Eine Schülerin hat mit einem Tweet eine bildungspolitische Debatte ausgelöst. Naina aus Köln, 17, schreibt auf Twitter: „Ich bin fast 18 und hab keine Ahnung von Steuern, Miete oder Versicherungen. Aber ich kann ’ne Gedichtsanalyse schreiben. In vier Sprachen.“ Mehr als 20000 Menschen mochten das, sogar die Bildungsministerin Johanna Wanka antwortete. Ob Naina in der Schule wirklich so eine polyglotte Granate ist, wie sie behauptet? Ich gestehe, dass mich Nainas Wort „Gedichtsanalyse“ ein bisschen misstrauisch gemacht hat – nennt man so was nicht eher „Interpretation“?

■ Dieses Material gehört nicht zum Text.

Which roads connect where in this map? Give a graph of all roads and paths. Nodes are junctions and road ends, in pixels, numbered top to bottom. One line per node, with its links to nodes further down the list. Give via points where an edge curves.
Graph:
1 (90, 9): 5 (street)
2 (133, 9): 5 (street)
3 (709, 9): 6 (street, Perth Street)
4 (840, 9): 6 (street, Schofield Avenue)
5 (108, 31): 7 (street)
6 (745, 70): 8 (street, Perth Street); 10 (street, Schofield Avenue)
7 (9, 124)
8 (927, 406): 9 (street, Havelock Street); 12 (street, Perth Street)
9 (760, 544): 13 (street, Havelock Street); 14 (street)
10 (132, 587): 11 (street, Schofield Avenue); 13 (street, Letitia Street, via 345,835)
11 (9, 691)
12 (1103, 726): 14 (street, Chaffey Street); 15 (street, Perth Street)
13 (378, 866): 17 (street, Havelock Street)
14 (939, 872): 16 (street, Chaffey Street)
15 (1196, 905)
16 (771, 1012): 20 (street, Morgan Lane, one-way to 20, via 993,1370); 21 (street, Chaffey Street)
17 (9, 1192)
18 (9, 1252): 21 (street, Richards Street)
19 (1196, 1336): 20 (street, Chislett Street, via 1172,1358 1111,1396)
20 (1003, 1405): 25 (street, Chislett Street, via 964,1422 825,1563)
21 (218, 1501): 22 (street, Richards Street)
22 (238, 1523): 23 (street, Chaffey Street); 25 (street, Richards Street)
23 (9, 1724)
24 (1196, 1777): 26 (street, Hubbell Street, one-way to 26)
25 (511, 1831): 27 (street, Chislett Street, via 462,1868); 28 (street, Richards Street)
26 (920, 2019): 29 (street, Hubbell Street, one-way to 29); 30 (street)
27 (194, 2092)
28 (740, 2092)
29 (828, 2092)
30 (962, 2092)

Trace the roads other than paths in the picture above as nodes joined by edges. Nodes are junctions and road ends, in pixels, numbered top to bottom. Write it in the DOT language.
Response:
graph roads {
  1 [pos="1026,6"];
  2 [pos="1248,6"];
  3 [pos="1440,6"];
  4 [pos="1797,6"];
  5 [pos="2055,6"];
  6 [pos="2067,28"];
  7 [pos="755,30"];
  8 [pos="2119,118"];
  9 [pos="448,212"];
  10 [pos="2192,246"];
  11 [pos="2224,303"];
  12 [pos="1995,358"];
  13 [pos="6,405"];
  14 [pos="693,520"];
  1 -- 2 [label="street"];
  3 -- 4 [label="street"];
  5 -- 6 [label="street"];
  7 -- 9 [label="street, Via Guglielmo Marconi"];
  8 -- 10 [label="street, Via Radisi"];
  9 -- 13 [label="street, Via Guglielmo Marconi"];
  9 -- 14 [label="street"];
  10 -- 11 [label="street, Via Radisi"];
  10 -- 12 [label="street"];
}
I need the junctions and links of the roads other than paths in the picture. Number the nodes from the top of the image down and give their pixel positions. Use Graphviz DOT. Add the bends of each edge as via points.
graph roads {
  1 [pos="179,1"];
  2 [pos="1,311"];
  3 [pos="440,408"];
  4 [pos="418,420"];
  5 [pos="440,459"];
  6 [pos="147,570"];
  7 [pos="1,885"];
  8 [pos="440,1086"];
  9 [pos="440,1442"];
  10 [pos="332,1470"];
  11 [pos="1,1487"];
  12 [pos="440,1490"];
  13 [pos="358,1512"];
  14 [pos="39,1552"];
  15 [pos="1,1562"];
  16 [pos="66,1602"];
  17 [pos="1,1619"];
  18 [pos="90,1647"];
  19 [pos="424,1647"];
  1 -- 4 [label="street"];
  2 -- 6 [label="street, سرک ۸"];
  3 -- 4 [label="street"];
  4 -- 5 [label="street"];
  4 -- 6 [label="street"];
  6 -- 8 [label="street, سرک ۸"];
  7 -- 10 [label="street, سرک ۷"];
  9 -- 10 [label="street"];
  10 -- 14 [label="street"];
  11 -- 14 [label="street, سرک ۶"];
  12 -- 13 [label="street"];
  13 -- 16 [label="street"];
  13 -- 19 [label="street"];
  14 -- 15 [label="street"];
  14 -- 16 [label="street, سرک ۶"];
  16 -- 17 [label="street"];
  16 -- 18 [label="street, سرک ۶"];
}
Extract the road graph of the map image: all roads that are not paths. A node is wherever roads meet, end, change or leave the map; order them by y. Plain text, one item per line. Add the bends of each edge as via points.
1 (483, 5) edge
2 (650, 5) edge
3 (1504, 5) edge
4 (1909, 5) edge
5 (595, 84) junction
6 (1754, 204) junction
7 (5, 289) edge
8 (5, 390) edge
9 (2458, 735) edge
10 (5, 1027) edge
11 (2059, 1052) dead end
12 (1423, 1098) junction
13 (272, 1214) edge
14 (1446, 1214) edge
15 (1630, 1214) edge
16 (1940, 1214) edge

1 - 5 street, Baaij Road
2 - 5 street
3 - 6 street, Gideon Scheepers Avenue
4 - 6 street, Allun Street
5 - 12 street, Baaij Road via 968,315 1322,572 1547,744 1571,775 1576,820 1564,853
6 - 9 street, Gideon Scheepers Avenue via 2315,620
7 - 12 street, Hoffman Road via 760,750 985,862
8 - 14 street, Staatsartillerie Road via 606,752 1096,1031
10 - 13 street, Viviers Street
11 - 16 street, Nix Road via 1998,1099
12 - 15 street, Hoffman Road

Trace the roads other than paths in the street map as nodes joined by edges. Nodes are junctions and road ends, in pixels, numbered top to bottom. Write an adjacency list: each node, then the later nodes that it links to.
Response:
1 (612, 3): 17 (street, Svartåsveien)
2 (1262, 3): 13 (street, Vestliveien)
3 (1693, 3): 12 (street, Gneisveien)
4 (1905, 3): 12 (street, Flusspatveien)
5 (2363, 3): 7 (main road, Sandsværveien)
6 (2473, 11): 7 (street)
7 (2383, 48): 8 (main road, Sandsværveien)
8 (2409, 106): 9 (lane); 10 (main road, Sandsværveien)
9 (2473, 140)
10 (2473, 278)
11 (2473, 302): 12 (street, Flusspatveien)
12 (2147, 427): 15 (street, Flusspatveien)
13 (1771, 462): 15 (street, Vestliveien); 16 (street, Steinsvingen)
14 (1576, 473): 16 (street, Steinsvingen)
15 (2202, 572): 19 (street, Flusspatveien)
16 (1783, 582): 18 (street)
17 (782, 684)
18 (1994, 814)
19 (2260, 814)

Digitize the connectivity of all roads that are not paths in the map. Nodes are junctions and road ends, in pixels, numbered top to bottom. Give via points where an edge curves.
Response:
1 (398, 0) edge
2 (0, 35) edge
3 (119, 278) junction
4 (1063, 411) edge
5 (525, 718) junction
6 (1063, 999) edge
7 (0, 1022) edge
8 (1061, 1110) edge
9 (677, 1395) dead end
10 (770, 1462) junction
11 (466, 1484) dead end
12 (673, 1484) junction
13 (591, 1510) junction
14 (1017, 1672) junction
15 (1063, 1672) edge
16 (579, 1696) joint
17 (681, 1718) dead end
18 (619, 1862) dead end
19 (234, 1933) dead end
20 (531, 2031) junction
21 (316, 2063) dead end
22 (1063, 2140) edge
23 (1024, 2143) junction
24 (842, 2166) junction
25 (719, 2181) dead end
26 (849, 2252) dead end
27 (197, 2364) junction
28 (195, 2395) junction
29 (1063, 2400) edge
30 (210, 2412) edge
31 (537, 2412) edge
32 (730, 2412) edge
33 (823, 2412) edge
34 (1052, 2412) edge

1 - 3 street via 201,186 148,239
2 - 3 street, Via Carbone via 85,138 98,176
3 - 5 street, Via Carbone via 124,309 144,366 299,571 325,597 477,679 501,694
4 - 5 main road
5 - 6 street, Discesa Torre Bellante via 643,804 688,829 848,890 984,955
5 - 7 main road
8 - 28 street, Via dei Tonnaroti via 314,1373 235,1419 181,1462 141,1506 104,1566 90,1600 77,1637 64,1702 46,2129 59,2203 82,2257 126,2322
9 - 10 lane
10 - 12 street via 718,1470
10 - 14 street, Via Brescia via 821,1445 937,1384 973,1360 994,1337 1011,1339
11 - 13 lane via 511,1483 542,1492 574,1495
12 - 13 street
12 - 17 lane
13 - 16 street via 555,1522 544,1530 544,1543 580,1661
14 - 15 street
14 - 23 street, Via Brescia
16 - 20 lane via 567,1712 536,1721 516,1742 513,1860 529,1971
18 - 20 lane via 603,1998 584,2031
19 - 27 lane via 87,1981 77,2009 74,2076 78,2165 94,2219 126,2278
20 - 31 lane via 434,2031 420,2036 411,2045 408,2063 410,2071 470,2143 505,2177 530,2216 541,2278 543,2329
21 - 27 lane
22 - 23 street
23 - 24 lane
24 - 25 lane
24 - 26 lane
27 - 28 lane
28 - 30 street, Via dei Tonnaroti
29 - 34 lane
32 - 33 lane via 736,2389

Es gab, neben Zustimmung, auch viel Kritik. Die SPD-Bundestagsabgeordnete Simone Raatz schrieb: „Vier Sprachen, Hut ab – mit diesem Intellekt ist man doch sicher in der Lage, sich die nötigen Informationen selbst zu beschaffen.“ Ich mochte diese Antwort. Noch lieber mochte ich allerdings die Twitter-Antwort von „Hermione Rescue“: „Schade, dass an Gymnasien nicht gelehrt wird, dass man auf Rolltreppen rechts steht und an Bahnsteigen erst aussteigen lässt.“

Ja, ein paar Sachen müssen wohl auch die Eltern den Kindern beibringen. Die Schule hat vor allem zwei Aufgaben – erstens lehrt sie das Lernen und vermittelt eine Arbeitshaltung. Den konkreten Schulstoff hat man, sofern man ihn nicht ständig anwenden muss, nach ein paar Jahren meistens vergessen, vor allem in Mathe. Aber wie man sich in ein fremdes Fachgebiet einarbeitet, das behält man, im Idealfall. Zweitens muss die Schule natürlich Allgemeinwissen vermitteln, das, was man braucht, um Gegenwart und Vergangenheit zu verstehen.

Jeder ist für sich selbst verantwortlich

Daneben ist an der Schule immer nützlicher Alltagskram unterrichtet worden, halbvergessene Fächer wie „Hauswirtschaftslehre“ und „Handarbeit“ erzählen davon. Insofern, Naina, haben Sie nicht ganz Unrecht. Wir dürfen die Schule mit diesem Zeug aber nicht überfordern. Es ist nicht der Job der Lehrer, Sie fit zu machen für den Alltag. Die Lehrer machen Sie vor allem fit für einen Beruf. Die Schule ist mit ihrer Hauptaufgabe, Bildung, gut ausgelastet. Wir können sie nicht zur Universal-Reparaturwerkstatt für Versäumnisse des Elternhauses und gesellschaftliche Fehlentwicklungen ausbauen.

Und der Staat ist nicht für jeden Pipikram zuständig, zum Beispiel dafür, jungen Bürgern zu erklären, wie man eine Wohnung mietet. Wir sind für unser Leben selbst verantwortlich, zumindest ein bisschen, meinen Sie nicht, Naina? Wenn Sie, als intelligenter Mensch, mit dem Alltag überfordert sind, dann müssen Sie an sich arbeiten. Vielleicht scheitern Sie, bei diesem und jenem. Dann sind Sie – eine politisch unkorrekte Formulierung, ich weiß – selber schuld. Dies wäre übrigens mein Vorschlag für das nächste „Unwort des Jahres“: Eigenverantwortung.